Corinne's organization accepts no paper resumes, and it does no resume scanning of hardcopy resumes. Each applicant is asked to create an online profile, which includes his or her resume. If an applicant emails his resume directly to a manager, the manager will ask the applicant to resubmit his resume via the online system. Occasionally an exception is made and someone at the company will create the candidate profile online for the applicant. Nonetheless, the online system handles all recruitment with a few exceptions. For instance, top level management employees are often hired from within the company, so they may not need to go through the online system.

Recruiters access applicant profiles in two ways: by conducting a keyword search and by reviewing applicants who have specified a particular job they want.

So keywords are important for finding qualified candidates. How many keywords are used to find the right candidate? For jobs that are very specialized, Corinne says, “There’s usually something particular about a job that can be defined by just one or two keywords.” For more general jobs, such as those in accounting, Corinne may use more keywords, but rarely more than 10. That’s because she wants to pull up as many resumes as possible so she can eyeball the resumes herself rather than letting a computer do the screening.

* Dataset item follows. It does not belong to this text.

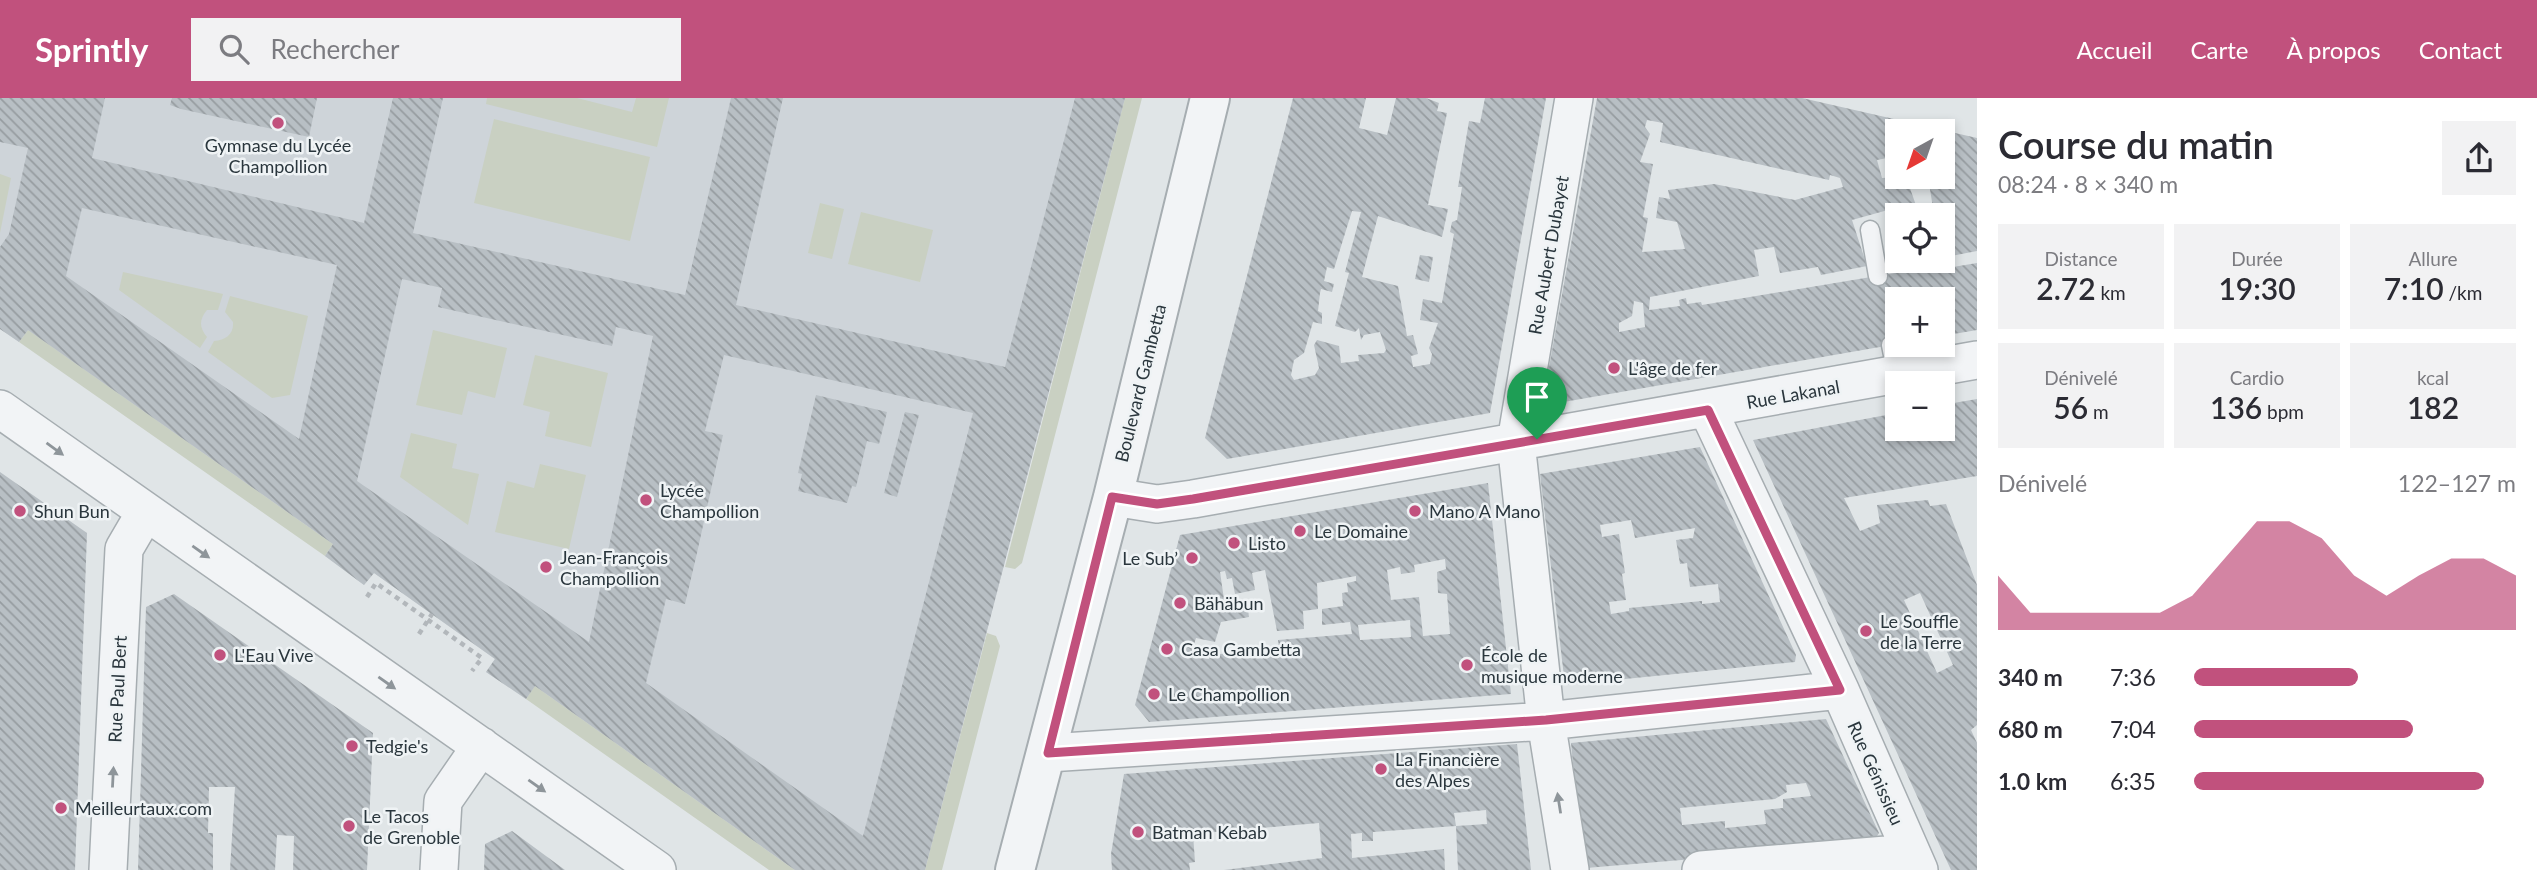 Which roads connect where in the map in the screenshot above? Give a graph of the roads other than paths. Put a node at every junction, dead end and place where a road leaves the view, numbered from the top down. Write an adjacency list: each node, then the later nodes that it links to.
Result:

There’s an opportunity in the profile for a cover letter, which Corinne suggests an applicant take advantage of -- it’s one more chance to use keywords and make a connection with the recruiter and hiring manager.

The online recruiting system allows an applicant to enter his resume in Plain Text or as an attachment. Corinne advises job seekers to attach their resumes because an attached MS Word resume will automatically be converted to a PDF before it is seen by a recruiter or hiring manager. This means that all the formatting is perfectly preserved. The company doesn’t worry about viruses being transferred by attachments because they use heavy-duty virus protection.

After submitting his resume, the applicant is asked to fill out a short online form. Corinne said that during her own job search (prior to landing the job she now holds), she applied for jobs, using other online recruiting systems, which asked her questions that required a lot of writing. As a recruiter, she prefers to ask such questions herself after she’s decided to consider the applicant for a job.

I appreciate that Corinne is someone who’s worked with an online recruiting system from both sides - as a job seeker and as a recruiter. I want to thank Corinne for sharing her experiences with The Job Lounge.


Richard Jennings said...

Interesting - I just read in Venture Beat about a site that uses matching technology to match a jo seekers skills with open positions....they do away with the need for resumes completely. Its called realmatch.com but I honestly have not tried it yet.

Susan Ireland said...

I also read about realmatch.com. If you try it out, please let us know what it was like. Or, you can email me directly at joblounge@aol.com.
Thank you!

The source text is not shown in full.